I hear many cars today are built as distributed systems containing hundreds of CPUs that control the smallest bits of the car. These components, with millions of lines of code in them, seem to be very complicated—more so than a typical operating system. This does not sound like a terribly great idea, given that today we struggle to understand multicore behavior of systems in the presence of optimizing compilers, let alone the challenges posed by distributed systems that have no access to atomic operations. I hear they are even planning to use Ethernet moving forward. I am scared a car might malfunction or get exploited and run me over. What can we do to remedy this situation?

Sincerely,

A Frightened Citizen Running from Cars

Dear Frightened,

The only thing we have to fear is fear itself—and poorly written code that has kinetic side effects and off-by-one errors. In other words, we have much to fear. There is a very simple answer to all this car silliness, and it is, of course, bicycles. Nice, mechanical, muscle-driven machines with nary a processor anywhere near them.

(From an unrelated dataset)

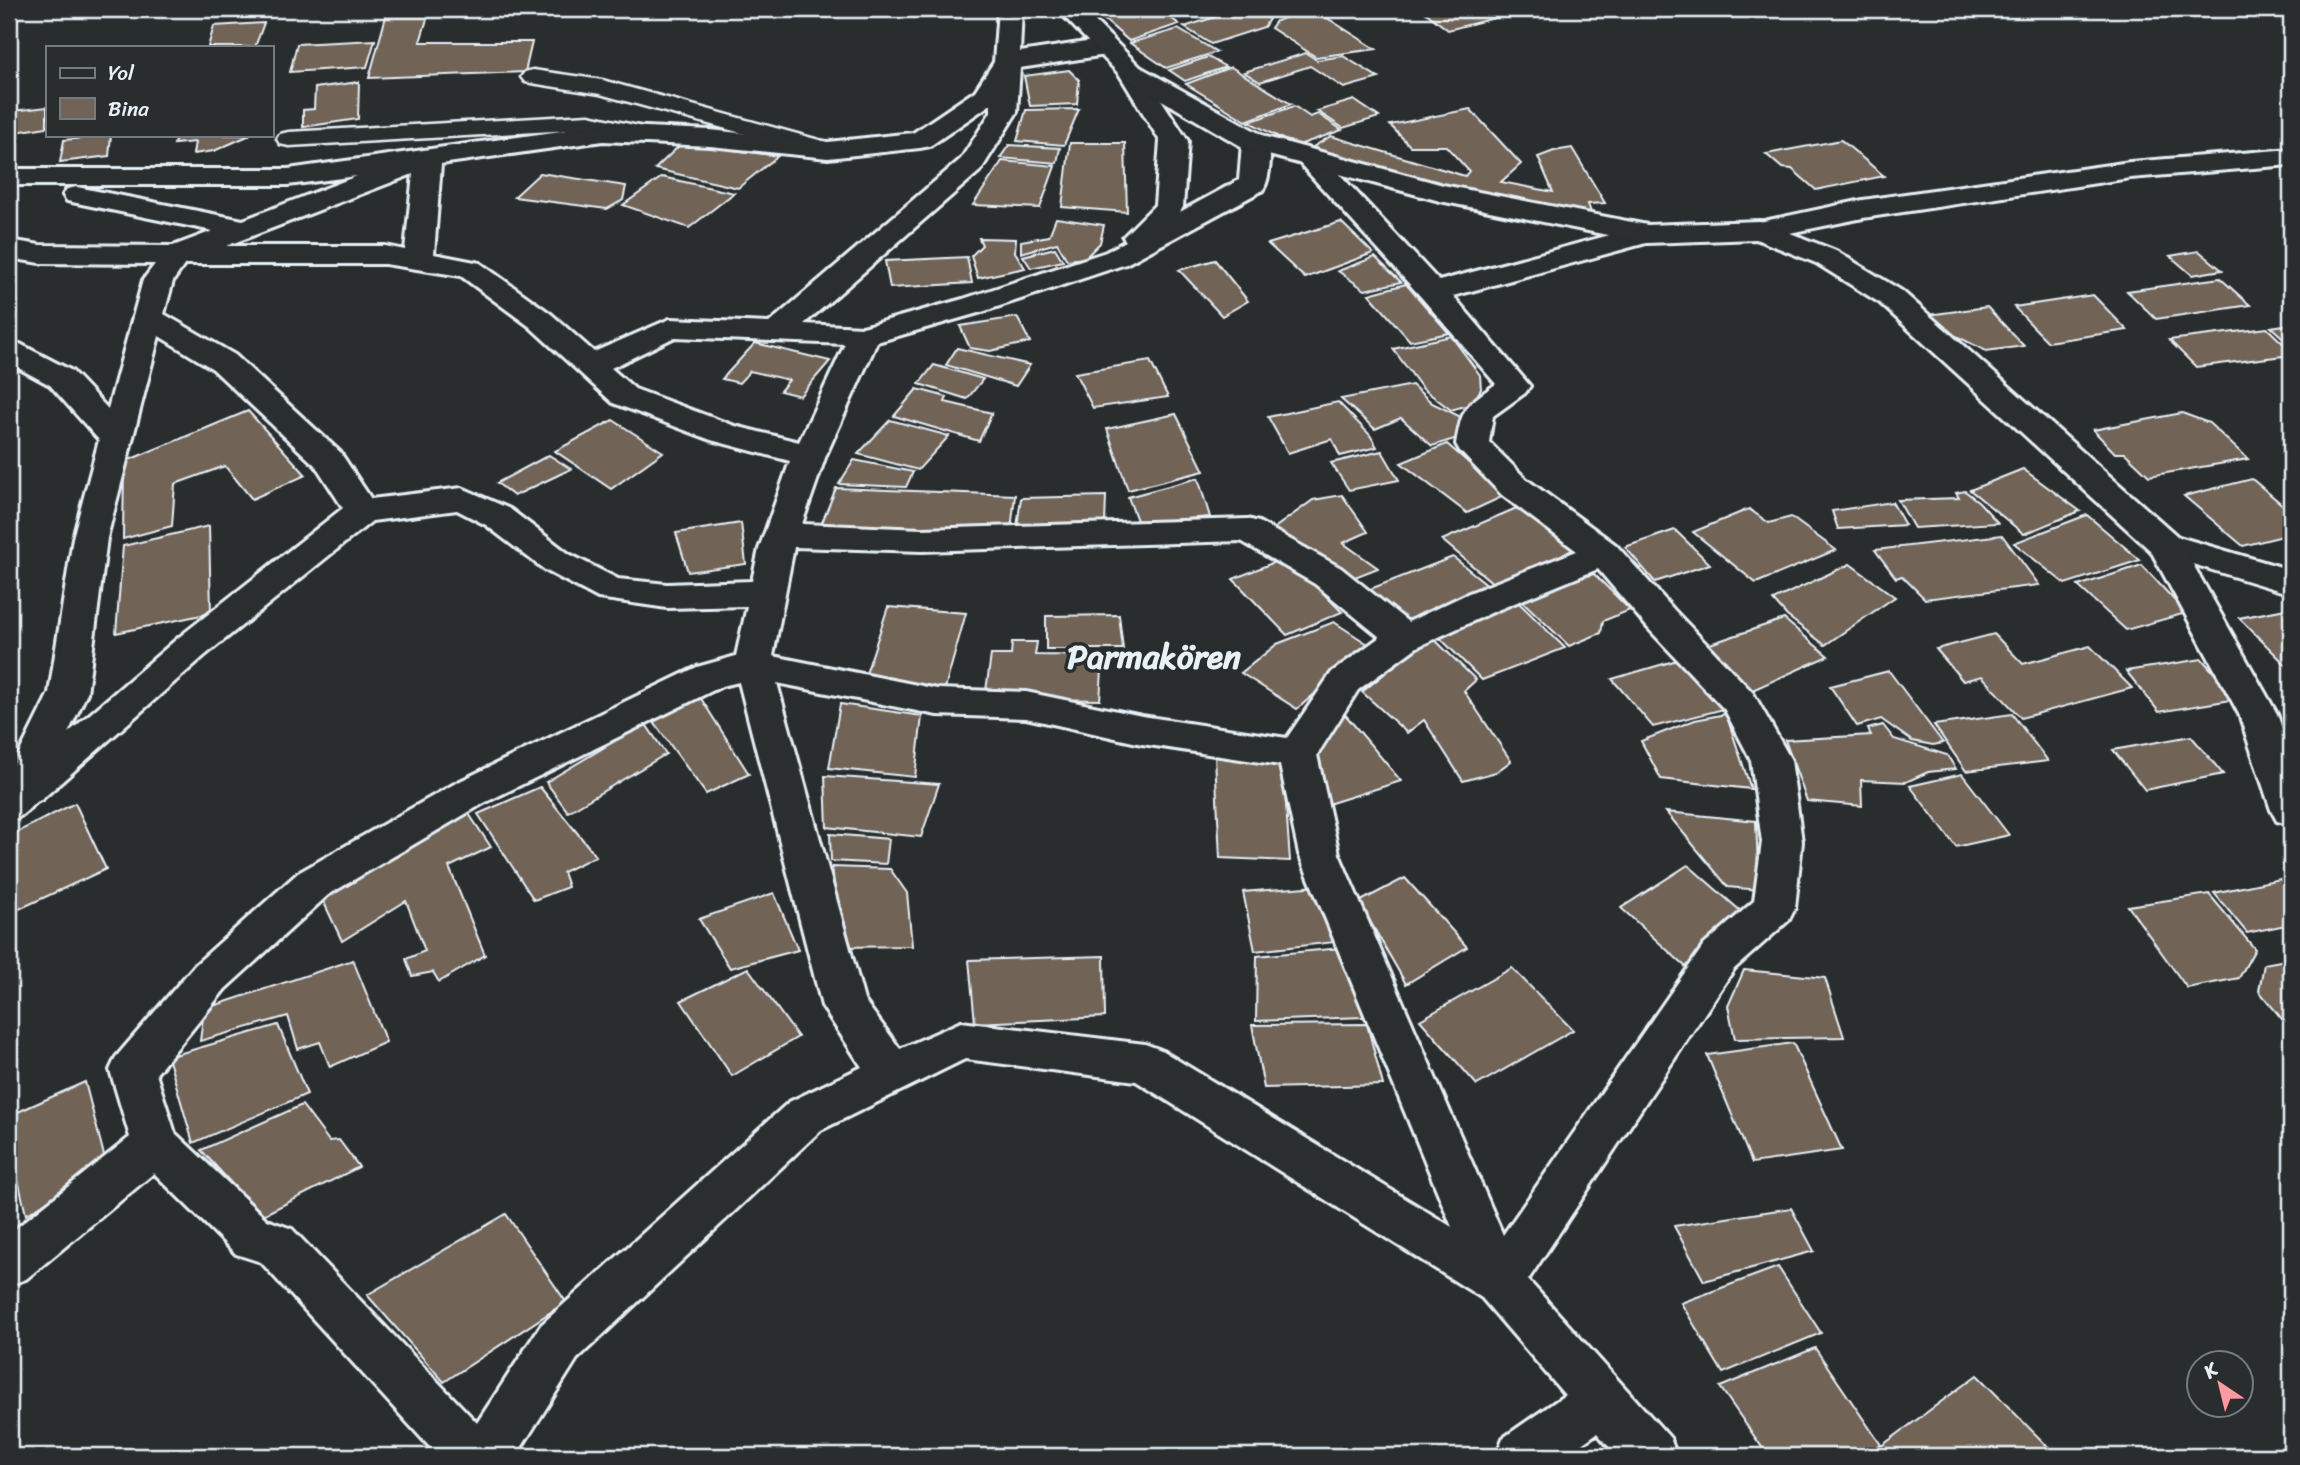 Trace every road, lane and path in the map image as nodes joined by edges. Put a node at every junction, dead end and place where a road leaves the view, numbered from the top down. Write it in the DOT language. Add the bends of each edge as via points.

Unfortunately, it is unlikely bicycles will replace automobiles anytime soon, and as you point out, automobiles are becoming increasingly automated. As people who work in software, we know this is a terrible idea because we see how much terrible code gets written and then foisted upon the world. At one point, KV might have suggested that more stringent requirements, such as those used in the aerospace industry, might have been one way to ameliorate the dangers of software in the four-wheeled killing machines all around us, but then Boeing 737s started falling out of the air and that idea went out the window as well.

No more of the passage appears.